The world in Hob is pretty damn creative. All around are green grasses and trees, bluffs and cliff sides and it all feels very peaceful. Idyllic even. But something's not right. Wall surfaces have buttons with symbols on them and ladders lead to sometimes vast underground caverns filled with switches and moving parts that give even more hints as to what this world is.
Blocks can be dragged into place that turn the power back on in an area that's remained dormant for what seems like must have been ages. Puzzles are encountered and solved with pretty minimal difficulty while still feeling satisfying. Once figured out entire new sections of the world are literally raised to your level and prepped for traversal. In point of fact, verticality is used quite a lot in every area you'll see. The aforementioned ladders are pretty common but there are also teleporter platforms that will shuttle you through areas quickly giving you glimpses of puzzles that yet need solving or buttons that you'll be pushing at some point that will open a shortcut.
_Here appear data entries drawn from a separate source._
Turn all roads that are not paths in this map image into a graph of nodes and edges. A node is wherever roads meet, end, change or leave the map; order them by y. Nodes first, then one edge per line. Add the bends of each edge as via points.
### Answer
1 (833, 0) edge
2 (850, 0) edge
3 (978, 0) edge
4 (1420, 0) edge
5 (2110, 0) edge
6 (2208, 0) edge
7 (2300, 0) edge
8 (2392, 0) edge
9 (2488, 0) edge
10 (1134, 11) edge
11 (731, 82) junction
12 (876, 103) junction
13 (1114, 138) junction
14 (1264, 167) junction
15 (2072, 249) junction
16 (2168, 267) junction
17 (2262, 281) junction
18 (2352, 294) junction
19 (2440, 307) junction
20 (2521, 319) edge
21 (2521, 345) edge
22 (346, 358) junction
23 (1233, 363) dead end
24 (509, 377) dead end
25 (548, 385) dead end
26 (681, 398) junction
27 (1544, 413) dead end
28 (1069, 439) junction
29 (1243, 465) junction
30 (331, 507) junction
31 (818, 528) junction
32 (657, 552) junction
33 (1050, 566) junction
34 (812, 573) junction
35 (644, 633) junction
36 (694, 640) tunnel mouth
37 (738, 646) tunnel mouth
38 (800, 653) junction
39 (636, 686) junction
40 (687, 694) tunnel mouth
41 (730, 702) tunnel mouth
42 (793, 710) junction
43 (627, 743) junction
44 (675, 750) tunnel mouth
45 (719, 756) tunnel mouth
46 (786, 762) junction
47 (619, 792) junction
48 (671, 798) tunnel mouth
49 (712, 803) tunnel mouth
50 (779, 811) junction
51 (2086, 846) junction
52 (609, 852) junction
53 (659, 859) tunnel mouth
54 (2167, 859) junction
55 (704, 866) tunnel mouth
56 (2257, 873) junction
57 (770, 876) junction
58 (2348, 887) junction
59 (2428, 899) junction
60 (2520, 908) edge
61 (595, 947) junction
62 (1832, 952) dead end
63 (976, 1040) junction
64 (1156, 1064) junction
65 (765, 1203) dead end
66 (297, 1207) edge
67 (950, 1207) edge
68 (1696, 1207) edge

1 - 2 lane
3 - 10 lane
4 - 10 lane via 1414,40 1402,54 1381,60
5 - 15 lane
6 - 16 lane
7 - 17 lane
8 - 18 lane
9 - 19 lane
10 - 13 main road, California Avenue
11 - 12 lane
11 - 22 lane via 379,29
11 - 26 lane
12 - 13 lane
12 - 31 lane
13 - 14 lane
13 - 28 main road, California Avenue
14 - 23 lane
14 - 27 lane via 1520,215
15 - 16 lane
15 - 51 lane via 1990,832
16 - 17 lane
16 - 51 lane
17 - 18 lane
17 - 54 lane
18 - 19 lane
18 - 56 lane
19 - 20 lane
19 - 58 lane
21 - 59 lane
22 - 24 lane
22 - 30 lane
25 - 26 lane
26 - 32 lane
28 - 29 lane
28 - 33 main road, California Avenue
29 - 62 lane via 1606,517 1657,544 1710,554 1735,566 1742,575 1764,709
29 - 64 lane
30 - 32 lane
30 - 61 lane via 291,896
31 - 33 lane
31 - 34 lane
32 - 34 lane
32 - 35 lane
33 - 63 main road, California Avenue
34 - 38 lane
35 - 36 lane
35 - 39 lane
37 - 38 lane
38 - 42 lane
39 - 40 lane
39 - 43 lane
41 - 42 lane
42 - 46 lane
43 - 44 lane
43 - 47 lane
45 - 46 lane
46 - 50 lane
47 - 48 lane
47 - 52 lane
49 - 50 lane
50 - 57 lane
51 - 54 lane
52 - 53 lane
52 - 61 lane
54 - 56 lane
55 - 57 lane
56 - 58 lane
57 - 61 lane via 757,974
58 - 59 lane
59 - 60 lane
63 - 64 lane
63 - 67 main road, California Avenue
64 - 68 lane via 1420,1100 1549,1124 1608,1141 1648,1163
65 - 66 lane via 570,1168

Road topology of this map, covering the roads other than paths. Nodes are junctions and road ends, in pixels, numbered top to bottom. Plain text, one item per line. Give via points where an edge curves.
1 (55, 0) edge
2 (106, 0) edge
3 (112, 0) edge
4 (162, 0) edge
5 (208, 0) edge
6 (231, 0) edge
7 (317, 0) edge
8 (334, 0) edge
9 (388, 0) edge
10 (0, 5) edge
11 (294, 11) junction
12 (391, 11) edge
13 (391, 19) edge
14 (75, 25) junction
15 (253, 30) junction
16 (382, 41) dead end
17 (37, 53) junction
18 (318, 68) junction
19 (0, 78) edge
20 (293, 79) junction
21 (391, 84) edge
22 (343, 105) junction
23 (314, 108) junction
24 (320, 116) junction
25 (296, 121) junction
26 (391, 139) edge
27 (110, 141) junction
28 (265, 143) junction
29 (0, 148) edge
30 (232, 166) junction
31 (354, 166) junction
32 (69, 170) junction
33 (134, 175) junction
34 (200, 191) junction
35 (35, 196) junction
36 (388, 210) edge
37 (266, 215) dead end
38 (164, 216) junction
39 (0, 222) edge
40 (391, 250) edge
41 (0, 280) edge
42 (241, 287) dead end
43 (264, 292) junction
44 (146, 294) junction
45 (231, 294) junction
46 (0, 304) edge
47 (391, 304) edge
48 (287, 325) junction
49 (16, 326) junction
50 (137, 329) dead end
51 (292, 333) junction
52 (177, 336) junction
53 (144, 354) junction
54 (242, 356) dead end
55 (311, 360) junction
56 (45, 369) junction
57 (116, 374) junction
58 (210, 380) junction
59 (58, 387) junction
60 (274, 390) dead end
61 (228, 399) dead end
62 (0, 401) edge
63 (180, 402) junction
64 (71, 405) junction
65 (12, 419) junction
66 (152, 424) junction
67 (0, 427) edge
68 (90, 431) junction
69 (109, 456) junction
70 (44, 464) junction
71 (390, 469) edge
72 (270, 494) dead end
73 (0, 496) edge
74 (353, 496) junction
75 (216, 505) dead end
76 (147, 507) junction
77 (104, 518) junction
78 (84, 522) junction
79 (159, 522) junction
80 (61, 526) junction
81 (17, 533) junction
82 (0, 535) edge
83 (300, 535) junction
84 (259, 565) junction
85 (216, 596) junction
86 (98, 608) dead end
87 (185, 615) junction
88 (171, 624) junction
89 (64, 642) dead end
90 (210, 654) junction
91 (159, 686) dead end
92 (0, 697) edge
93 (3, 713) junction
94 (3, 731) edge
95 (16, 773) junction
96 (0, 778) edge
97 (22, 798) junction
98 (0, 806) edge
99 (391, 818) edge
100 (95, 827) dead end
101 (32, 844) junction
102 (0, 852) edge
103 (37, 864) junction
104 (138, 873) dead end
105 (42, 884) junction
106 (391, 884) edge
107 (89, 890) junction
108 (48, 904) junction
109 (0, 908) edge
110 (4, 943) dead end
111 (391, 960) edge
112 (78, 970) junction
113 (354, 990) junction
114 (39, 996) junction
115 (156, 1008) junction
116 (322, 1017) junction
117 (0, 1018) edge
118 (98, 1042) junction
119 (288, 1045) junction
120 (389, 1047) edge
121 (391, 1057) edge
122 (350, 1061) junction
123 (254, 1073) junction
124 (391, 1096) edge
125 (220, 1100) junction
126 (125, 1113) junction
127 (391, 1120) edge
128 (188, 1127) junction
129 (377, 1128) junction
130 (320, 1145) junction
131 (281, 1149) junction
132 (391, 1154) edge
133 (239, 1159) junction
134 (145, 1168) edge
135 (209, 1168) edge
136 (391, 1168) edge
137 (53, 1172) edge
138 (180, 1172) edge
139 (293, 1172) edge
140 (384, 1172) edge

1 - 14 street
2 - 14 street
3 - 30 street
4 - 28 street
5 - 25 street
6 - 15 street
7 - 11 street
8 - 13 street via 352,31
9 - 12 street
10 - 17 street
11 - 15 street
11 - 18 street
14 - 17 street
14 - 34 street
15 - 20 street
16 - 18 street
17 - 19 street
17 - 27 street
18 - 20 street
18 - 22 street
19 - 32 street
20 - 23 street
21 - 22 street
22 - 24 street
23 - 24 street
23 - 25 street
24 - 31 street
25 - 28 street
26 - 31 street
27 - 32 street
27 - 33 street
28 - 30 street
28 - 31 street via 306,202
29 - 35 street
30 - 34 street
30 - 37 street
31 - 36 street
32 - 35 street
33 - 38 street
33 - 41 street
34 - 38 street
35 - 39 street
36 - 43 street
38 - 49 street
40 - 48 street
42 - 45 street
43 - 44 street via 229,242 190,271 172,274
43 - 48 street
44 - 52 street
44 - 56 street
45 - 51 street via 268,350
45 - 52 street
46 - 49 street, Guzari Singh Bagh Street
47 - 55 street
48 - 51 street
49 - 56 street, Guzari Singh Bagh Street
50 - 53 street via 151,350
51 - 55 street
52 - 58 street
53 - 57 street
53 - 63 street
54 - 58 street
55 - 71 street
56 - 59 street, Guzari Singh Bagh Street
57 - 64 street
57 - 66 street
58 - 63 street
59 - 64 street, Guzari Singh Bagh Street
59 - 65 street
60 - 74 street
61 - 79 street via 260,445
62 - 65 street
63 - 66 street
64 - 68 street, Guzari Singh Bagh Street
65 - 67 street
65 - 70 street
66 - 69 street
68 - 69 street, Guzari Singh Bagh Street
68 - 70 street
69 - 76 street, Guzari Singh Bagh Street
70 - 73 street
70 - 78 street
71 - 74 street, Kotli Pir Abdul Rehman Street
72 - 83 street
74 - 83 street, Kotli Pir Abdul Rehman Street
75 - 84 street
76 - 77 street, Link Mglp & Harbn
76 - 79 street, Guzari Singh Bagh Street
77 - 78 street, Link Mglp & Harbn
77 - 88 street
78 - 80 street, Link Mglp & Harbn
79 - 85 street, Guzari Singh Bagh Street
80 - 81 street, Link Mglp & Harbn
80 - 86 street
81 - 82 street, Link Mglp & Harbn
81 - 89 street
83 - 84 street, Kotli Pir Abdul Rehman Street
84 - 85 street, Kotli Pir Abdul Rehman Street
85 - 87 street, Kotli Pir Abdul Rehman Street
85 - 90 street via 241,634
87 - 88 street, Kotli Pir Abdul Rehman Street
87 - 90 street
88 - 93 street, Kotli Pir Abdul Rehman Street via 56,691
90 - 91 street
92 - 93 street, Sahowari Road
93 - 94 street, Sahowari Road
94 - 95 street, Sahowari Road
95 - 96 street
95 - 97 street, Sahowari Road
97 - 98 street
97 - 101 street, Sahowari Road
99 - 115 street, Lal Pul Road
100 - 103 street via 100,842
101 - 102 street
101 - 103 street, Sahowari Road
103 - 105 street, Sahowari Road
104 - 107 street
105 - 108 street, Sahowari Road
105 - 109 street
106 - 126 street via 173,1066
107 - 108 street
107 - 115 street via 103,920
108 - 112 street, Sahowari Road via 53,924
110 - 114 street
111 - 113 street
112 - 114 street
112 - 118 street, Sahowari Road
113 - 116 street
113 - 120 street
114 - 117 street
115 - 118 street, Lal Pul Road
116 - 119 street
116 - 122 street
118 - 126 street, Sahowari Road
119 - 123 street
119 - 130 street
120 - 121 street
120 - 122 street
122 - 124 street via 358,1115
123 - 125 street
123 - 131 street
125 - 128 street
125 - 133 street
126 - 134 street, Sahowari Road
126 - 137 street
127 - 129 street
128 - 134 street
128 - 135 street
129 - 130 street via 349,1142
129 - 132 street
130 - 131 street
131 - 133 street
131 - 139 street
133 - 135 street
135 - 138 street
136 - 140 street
The world itself is a titanic machine powered by ancient looking circuitry, enormous clockworks and great huge engines and pipes. Lots of jumping, climbing, swimming and punching through weakened walls and dropping blindly into holes in the ground that all tie together in the greater world as a whole make Hob a very enjoyable experience.
Travel between areas can be a pretty long distance and full of hazards and backtracking via more platforming containing the risk of a quick death at every turn. So thankfully there are checkpoints fairly often and occasionally you'll see fast travel locations that once found are linked to others you've already been to. They sort of make you feel like a letter in a vacuum tube.Art direction is pretty clearly Runic's typical style with the vibrant colors and sort of chunky, cartoonish models. In the Torchlight games that felt good because that stylistic approach helped to kind of soften the hard edges and serious tone that the previous generations of isometric ARPG's took. I'm of course talking about Diablo, and before you think I didn't enjoy the serious tones in those games I will clarify that I certainly did. It was just a nice change when a good ARPG came out that also had a lighter mood while still feeling pretty badass. In Hob I also happen to really like that stylisation because it helps the world you're existing in feel a little more alien.
And Then There's Combat...
Early on but after the golem teaches us the basics of the game, it will point us players toward a poignant scene that includes the remnants of a sword. After it's pulled from the ground in a very Link-escent fashion the golem hands off a couple more fragments of sword pieces and sends us into a cave that contains a skill upgrade and outfit area along with a forge where our first weapon is made. A shield is also purchasable almost immediately thereafter and soon you'll be slashing bushes and grass making you think something along the lines of "okay guys, I get it now". Swords can be upgraded when more pieces are found and they serve not only as your primary tool for offence but also as keys to open small caves that contain pictographs explaining lore.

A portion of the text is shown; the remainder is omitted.